Hace tiempo que los ambientalistas, los líderes de las comunidades indígenas y campesinas y otros colombianos preocupados por la preservación de nuestras riquezas naturales están alertando al país sobre las actividades criminales que están devastando la selva amazónica y sobre las consecuencias de esta tragedia ambiental.
La destrucción de la naturaleza en la región más rica y exuberante de Colombia no solo conlleva la extinción de especies de plantas y animales y el deterioro del suelo, sino la alteración del sistema hidrológico de América del Sur y del ciclo mundial del carbono, dos procesos claves relacionados con el cambio climático.
Esto debería ser suficiente para generar una reacción nacional en defensa del territorio vulnerado, que además es un bien público. No se trata solamente de la invasión abusiva de grandes extensiones de tierras baldías, el arrasamiento de los bosques y la alteración del uso de los suelos, sino de algo más grave que hay detrás y sirve de soporte a todos esos atropellos: la aparición en nuestra Amazonia de un Estado paralelo, un para-Estado que está consolidando su poder económico, político y social sobre buena parte de esa reserva natural en la que ejerce un control casi absoluto e impone su ley con las armas y el dinero.
La complicidad o al menos la indiferencia de muchas autoridades ha facilitado el crecimiento del cáncer que está carcomiendo esa privilegiada región a la vista de todos. Esfuerzos encomiables en su defensa, como los de la Fundación para la Conservación y el Desarrollo Sostenible, que dirige Rodrigo Botero, han sido insuficientes para frenar su enorme poder destructivo, que si no es enfrentado con decisión por el Estado puede poner en peligro la viabilidad misma de la nación.
Hasta ahora la respuesta del Gobierno ha sido la de enviar al Ejército en acciones como la Operación Artemisa, desplegada en Caquetá, Guaviare y Meta con escasos resultados, como lo documentó El Espectador en un amplio informe publicado el 9 de abril pasado. Esta publicación dejó en claro que las acciones militares fueron dirigidas principalmente contra las comunidades indígenas y en ellas se cometieron abusos, además de que tuvieron pobres resultados en cuanto a la recuperación de las áreas deforestadas.
Los dueños del poder en Colombia viven más preocupados por la economía y la mecánica política que por la defensa de nuestras riquezas naturales, con mayor razón en estos tiempos electorales.
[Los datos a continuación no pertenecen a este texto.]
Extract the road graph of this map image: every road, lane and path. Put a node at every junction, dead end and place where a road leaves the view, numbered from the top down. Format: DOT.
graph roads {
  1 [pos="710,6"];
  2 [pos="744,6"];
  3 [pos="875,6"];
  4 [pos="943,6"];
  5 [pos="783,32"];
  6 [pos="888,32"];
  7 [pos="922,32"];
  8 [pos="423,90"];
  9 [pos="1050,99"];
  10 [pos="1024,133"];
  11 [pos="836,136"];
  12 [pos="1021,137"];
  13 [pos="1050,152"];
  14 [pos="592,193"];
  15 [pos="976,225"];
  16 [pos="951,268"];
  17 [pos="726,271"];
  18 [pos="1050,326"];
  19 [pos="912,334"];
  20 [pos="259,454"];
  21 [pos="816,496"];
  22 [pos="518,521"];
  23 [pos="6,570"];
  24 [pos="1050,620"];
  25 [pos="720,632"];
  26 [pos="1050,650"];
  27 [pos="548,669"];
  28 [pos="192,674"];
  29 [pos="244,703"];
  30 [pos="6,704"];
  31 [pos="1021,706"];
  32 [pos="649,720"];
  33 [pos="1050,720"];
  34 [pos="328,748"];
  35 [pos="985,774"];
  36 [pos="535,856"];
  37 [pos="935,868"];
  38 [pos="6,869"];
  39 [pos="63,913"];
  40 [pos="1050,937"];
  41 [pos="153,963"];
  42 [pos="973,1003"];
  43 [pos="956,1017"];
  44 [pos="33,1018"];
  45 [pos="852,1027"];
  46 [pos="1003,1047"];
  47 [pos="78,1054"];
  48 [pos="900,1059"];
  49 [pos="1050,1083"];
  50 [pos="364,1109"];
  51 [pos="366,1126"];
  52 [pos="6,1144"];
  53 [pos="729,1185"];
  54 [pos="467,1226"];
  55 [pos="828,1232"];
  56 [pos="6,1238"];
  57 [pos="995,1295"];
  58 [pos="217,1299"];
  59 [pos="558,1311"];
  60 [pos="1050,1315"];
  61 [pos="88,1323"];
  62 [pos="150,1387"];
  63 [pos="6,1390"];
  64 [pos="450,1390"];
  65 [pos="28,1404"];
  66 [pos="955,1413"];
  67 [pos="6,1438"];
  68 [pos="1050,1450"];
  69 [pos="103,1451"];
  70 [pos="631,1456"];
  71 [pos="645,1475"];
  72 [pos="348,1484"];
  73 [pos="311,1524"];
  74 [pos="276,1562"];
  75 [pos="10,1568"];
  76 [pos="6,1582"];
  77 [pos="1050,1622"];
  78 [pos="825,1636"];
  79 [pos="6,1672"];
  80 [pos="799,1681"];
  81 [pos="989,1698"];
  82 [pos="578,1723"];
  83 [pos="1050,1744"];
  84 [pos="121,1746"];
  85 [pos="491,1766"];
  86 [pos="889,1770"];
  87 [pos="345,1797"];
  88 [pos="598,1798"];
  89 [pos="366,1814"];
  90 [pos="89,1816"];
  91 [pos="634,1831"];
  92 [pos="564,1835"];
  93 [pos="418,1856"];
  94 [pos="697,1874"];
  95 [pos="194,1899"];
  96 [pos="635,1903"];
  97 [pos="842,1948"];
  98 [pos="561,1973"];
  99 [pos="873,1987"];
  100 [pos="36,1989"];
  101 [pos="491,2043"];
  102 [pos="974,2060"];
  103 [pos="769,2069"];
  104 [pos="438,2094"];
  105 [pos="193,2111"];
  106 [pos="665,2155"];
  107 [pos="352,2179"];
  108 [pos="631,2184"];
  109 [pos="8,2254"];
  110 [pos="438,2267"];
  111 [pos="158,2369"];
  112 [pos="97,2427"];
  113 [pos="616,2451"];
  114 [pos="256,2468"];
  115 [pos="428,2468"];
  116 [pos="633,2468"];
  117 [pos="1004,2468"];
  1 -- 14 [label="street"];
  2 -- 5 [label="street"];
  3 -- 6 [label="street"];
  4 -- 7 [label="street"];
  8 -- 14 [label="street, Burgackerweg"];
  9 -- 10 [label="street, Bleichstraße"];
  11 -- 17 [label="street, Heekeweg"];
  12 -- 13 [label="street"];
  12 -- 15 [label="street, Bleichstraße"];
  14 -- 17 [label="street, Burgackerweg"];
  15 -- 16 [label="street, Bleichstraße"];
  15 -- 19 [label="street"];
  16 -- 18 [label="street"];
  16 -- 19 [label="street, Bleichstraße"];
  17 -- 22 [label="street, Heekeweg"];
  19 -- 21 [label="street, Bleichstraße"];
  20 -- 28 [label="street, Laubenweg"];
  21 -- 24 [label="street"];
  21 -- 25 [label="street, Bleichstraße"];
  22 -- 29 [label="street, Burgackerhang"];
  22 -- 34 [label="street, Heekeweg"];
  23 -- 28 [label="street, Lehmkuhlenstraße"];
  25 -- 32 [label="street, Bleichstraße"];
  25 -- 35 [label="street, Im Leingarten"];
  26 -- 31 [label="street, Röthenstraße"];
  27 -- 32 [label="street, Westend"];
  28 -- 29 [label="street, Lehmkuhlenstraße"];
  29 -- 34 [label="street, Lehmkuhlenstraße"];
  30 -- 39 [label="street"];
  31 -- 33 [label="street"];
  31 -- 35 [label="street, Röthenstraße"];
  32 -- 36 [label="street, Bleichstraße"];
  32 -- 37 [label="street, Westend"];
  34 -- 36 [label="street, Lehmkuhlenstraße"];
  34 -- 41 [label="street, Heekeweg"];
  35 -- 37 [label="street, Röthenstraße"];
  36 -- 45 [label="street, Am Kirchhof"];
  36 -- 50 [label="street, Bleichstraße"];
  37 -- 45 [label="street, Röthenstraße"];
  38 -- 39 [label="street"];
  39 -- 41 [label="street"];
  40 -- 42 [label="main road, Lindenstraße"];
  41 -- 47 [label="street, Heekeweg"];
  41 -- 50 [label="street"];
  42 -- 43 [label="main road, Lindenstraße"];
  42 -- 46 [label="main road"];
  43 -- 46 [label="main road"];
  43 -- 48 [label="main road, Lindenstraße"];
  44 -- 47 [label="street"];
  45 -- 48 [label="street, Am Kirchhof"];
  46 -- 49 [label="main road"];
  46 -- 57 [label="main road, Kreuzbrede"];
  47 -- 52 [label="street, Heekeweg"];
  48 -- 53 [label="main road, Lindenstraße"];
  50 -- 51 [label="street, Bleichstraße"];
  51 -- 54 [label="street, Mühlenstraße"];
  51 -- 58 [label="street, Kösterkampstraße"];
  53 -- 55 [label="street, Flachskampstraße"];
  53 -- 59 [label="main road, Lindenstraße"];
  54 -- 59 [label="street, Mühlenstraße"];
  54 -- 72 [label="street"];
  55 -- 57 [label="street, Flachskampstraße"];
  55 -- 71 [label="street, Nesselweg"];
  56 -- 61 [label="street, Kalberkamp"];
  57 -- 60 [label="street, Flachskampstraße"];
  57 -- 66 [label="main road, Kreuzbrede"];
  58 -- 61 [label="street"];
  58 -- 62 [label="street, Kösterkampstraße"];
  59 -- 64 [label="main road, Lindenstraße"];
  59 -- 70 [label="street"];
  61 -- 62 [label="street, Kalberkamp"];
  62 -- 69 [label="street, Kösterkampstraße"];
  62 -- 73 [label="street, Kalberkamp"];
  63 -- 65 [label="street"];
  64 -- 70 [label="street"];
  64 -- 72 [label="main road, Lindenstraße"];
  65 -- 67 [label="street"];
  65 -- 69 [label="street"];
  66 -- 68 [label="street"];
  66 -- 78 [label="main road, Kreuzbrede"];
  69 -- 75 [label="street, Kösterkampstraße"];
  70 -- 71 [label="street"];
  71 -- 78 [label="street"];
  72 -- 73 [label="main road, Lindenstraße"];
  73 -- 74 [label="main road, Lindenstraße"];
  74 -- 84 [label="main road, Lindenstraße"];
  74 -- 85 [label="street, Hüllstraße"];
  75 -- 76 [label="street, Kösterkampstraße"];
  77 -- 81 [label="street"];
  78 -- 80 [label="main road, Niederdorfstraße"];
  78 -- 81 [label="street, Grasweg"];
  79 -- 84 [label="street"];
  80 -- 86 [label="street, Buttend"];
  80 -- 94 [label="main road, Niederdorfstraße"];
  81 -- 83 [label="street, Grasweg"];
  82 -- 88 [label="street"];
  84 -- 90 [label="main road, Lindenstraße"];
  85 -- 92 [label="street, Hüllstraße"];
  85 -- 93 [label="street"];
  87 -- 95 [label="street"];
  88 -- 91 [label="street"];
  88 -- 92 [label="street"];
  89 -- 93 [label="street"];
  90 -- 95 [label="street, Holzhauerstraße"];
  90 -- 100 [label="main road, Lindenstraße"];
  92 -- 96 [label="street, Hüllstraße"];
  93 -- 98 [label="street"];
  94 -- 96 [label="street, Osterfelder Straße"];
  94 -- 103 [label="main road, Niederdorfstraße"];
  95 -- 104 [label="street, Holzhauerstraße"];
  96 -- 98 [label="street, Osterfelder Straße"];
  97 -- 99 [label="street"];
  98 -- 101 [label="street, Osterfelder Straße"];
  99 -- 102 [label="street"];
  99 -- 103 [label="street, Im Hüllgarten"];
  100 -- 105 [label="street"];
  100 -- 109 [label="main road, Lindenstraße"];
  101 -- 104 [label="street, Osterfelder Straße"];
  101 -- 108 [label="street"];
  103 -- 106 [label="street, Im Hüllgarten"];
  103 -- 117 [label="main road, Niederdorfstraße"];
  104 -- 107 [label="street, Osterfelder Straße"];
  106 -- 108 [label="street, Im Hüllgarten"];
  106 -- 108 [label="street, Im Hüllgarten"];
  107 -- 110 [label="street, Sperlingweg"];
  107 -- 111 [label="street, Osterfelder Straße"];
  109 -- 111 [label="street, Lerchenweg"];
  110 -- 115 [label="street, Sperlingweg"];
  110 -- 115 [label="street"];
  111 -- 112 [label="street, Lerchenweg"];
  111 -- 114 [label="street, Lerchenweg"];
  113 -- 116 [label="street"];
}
Por estar mirando los árboles no ven el bosque de la gigantesca tragedia ambiental, social y cultural que avanza en la selva amazónica y adquiere cada día con más fuerza el carácter de un quiebre estructural del país.
Para hacer frente al desafío del para-Estado amazónico no solo será necesaria la intervención de la Fuerza Pública, sino apoyar a las organizaciones indígenas y campesinas, que conocen la selva mejor que nadie y sienten la necesidad de conservarla, así como la adopción de normas legales que otorguen a esas organizaciones el reconocimiento y las herramientas necesarias para asumir la administración de los bosques.
Hace 35 años nuestro país dio un gran paso para la defensa de la región amazónica y de los pueblos nativos que la habitan, cuando el presidente Virgilio Barco les entregó los seis millones de hectáreas del Predio Putumayo, convertido en el mayor resguardo indígena de la nación. En el tiempo transcurrido desde entonces la desidia de las autoridades permitió que la selva fuera invadida y destruida. La barbarie que José Eustasio Rivera denunció hace un siglo en su célebre novela se queda corta ante la desatada por los nuevos invasores de la Amazonía. Uno de los grandes desafíos que deberá enfrentar el presidente que elegiremos este mes será el de rescatar ese tesoro natural, que ocupa la mitad de nuestra geografía y donde ya es tiempo de restaurar la soberanía nacional.